The crowd remained silent and still. The Sorcerers Cabal was reeling with anticipation at the impending slaughter. Ahriman’s grip remained firm around the suspended Solitaire. Fall remained steadfast gazing into the blazing eyes of the Dark Lord. And Autumn remained shaking on the floor full of every dark emotion imaginable. The halls echoed as the Dreaded Sorcerer’s words resounded through them…

“I must admit I was skeptical of your end Farseer. I did not think everything would go so well. No Fleet in my ships way. No guards in my path. No Resistance of any kind. I’d ask how you performed so easily, but then you are the leader of your Craftworld aren’t you? And you Eldar are accustomed to blindly following your leaders to whatever ill fated end.”

Fall spoke up with a defiant passionate tone; “That is enough! As you stated, our bargain is at an end. I have delivered you the Harlequins, why must you persist on insulting me further?”

“Delivered them? If you had brought them to me it would have been so, but I see I had to come get them.”

“Semantics Sorcerer, why make that a point?”

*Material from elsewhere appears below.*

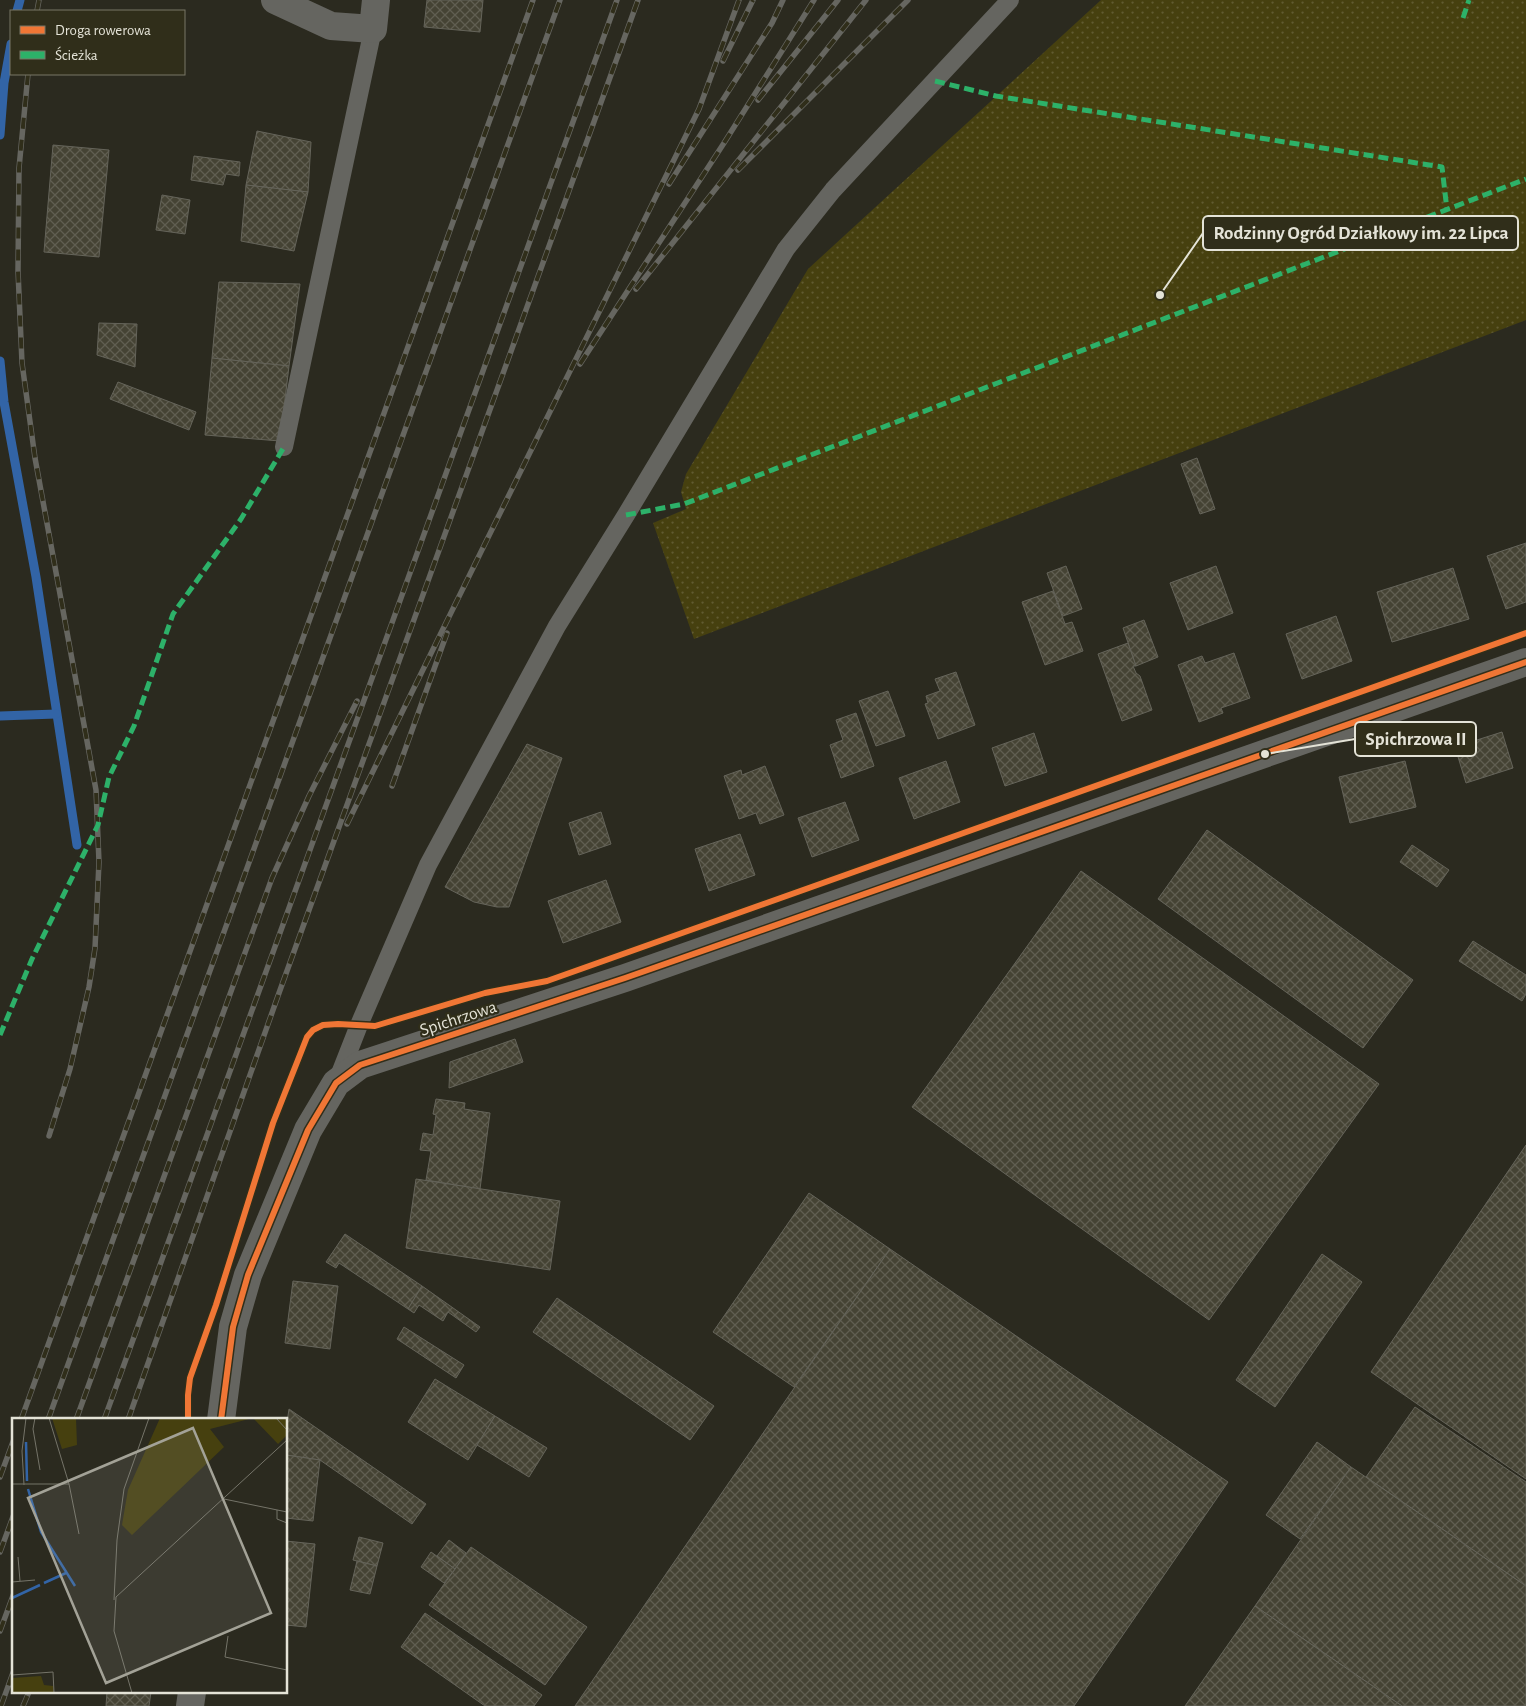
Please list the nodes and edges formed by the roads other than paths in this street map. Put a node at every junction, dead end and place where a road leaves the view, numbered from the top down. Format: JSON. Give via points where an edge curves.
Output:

“Because now you’ve provided me with an opportunity. One which I intend to capitalize on.”

“Which is?”

“All the knowledge your Craftworld has to offer. You see, all the resistance you could possibly offer me is in this very room at my mercy.”

“That wasn’t part of the deal.”

“Of course it wasn’t, but the fact remains we are here now.”

“I warn you Sorcerer, take the Harlequins and go. If you leave me the Solitaire, I may even spare your life.”

Ahriman paused a moment. His grip relaxed around her neck as he pulled her in to look at her face. He looked into her eyes and looked back at Fall; “I see… you are after the same thing I am.”

“You have no idea what I’m after Sorcerer.”

“Perhaps not Farseer, but I know what you seek lies within her. And I shall have it.”

“If you dare…”

“You’ll what? Boast more? Your bravado serves not beyond annoyance Eldar.” 

“And your pride preludes your destruction Sorcerer.”

“I tire of this banter. I will take my prize and rid myself of you.”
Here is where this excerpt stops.